DIRECTIONS FOR THIS TASK:
Each line of the data holding "lane" should be found and copied.

TASK INPUTS:
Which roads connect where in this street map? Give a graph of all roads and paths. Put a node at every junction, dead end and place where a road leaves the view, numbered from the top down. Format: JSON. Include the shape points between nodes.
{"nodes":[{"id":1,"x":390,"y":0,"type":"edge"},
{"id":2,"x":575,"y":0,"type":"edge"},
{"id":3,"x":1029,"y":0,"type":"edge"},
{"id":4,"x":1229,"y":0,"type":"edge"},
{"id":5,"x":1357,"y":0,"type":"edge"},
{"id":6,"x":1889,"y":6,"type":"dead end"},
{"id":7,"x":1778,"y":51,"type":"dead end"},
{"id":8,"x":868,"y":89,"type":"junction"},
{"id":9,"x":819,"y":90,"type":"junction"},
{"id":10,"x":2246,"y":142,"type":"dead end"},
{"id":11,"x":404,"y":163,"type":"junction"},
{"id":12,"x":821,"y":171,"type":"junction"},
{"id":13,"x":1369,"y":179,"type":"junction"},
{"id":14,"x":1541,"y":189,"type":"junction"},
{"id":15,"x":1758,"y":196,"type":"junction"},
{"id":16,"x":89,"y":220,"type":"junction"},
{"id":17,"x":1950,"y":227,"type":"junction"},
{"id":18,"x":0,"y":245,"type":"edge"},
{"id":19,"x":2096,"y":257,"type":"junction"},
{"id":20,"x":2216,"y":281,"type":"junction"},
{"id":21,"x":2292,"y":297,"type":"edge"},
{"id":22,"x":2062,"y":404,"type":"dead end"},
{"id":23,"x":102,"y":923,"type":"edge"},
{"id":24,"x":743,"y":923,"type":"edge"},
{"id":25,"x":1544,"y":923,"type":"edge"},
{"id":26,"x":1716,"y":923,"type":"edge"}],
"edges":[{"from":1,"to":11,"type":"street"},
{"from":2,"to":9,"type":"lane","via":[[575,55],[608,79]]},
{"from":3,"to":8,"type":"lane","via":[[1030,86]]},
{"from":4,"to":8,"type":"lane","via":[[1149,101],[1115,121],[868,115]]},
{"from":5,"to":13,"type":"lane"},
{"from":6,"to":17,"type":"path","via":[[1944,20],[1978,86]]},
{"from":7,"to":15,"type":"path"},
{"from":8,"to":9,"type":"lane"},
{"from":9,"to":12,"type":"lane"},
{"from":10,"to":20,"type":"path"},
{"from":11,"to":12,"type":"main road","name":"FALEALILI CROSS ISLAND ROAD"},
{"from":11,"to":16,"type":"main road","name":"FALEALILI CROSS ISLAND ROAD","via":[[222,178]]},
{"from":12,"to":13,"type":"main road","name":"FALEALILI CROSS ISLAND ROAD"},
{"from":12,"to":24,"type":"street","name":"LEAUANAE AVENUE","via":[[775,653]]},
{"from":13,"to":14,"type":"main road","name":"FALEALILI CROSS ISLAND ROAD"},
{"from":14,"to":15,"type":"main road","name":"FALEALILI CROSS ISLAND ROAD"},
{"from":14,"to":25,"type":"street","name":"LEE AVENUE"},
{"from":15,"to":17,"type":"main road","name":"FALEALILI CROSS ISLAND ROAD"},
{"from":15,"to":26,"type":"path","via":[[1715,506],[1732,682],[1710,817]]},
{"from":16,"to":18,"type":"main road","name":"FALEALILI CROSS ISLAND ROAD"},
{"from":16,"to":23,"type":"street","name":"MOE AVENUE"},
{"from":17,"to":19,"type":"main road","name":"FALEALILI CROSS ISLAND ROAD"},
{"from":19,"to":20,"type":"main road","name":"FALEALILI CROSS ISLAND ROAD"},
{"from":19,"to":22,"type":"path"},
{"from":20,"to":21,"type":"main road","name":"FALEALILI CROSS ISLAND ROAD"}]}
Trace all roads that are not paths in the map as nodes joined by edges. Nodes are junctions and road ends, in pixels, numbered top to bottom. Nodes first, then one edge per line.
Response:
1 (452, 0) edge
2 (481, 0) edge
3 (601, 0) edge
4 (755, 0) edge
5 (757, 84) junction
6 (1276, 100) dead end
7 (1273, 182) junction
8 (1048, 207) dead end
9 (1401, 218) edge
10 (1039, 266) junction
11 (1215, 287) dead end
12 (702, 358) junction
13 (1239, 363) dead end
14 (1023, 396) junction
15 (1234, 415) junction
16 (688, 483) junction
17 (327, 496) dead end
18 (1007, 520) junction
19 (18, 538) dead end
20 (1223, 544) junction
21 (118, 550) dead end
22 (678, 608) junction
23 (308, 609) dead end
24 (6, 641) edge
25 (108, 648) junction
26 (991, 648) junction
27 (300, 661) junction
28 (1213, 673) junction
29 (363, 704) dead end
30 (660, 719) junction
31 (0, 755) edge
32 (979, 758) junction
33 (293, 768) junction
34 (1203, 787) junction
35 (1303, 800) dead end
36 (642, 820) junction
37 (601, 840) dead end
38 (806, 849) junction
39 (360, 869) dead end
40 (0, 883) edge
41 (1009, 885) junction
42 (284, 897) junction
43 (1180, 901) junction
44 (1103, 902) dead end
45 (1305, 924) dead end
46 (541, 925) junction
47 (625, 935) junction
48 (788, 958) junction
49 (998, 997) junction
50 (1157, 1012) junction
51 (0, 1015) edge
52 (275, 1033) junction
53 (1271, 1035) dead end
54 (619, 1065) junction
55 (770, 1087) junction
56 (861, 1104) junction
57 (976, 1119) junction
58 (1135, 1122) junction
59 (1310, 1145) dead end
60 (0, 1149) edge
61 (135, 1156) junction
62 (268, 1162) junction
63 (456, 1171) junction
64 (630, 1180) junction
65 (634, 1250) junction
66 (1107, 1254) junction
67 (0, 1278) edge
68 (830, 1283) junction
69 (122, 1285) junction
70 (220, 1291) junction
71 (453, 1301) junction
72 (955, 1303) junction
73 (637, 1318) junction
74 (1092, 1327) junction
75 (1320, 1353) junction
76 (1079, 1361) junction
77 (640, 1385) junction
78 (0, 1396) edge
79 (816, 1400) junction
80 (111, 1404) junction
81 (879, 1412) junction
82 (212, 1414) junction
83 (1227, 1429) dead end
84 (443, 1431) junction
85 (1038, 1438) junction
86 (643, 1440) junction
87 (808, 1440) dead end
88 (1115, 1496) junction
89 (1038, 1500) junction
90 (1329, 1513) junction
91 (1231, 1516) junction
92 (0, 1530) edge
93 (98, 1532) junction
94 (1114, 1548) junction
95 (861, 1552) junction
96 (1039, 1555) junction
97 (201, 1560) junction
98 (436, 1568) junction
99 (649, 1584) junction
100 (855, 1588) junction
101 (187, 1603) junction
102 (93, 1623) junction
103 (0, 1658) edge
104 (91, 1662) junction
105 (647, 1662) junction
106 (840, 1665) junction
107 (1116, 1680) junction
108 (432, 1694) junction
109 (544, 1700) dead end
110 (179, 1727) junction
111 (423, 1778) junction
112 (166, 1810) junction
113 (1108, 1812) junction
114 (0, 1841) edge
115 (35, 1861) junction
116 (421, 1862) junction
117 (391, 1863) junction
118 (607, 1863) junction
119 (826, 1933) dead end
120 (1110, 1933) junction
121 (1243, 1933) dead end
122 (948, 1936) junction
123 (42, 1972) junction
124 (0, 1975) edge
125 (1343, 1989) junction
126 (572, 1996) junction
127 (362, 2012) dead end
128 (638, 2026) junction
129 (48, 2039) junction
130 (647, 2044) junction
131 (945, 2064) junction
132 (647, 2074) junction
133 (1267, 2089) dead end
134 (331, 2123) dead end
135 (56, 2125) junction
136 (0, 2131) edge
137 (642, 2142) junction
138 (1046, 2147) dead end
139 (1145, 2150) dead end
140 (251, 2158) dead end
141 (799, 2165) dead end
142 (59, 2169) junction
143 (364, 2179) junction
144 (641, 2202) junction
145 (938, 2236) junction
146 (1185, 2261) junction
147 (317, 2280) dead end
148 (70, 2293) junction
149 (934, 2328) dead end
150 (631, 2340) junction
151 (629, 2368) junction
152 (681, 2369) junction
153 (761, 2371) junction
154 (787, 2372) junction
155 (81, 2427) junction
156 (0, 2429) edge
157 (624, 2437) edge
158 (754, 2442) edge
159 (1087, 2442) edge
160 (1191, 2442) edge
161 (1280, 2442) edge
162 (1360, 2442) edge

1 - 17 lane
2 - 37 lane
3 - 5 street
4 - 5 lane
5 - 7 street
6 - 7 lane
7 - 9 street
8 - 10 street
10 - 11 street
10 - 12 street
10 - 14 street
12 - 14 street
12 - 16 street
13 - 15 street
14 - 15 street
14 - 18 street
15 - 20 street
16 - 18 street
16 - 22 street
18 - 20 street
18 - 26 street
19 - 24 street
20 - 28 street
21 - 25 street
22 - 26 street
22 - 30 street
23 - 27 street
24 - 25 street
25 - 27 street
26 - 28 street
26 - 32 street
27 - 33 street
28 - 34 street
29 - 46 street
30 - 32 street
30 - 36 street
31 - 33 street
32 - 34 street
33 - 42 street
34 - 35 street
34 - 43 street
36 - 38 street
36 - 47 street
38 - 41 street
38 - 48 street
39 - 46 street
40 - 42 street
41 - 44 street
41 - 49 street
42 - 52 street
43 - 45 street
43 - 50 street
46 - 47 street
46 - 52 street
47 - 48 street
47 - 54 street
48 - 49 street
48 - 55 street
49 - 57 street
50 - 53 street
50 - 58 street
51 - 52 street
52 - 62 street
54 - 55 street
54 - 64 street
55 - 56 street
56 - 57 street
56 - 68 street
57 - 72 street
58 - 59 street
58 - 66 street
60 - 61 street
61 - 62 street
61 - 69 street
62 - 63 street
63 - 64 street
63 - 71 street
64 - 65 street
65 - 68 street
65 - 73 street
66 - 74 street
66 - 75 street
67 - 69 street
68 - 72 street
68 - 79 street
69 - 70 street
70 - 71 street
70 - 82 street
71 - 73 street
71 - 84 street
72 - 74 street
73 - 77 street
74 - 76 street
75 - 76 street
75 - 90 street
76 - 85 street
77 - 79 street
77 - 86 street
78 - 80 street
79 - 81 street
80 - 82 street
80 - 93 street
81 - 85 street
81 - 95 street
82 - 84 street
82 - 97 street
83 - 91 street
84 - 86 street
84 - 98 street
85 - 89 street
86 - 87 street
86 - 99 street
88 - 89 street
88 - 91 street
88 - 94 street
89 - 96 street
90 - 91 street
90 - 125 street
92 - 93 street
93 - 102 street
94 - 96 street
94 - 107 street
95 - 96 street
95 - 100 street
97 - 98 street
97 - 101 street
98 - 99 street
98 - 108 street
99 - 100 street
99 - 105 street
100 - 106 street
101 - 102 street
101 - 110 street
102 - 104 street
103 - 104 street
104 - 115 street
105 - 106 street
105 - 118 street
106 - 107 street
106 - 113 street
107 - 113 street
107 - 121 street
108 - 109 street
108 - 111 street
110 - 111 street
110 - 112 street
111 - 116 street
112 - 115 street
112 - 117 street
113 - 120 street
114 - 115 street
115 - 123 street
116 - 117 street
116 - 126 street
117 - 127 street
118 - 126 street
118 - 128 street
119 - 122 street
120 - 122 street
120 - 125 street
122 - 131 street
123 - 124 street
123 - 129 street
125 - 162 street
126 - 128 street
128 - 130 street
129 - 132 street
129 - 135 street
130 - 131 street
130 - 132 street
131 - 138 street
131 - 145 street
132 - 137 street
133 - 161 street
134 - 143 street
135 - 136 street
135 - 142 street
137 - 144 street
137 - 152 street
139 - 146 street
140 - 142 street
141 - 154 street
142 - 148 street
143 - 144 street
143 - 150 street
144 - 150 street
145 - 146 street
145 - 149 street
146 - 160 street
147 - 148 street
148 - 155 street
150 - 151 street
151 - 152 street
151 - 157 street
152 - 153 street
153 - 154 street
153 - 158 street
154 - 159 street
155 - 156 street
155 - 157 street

SOLUTION:
{"from":2,"to":9,"type":"lane","via":[[575,55],[608,79]]},
{"from":3,"to":8,"type":"lane","via":[[1030,86]]},
{"from":4,"to":8,"type":"lane","via":[[1149,101],[1115,121],[868,115]]},
{"from":5,"to":13,"type":"lane"},
{"from":8,"to":9,"type":"lane"},
{"from":9,"to":12,"type":"lane"},
1 - 17 lane
2 - 37 lane
4 - 5 lane
6 - 7 lane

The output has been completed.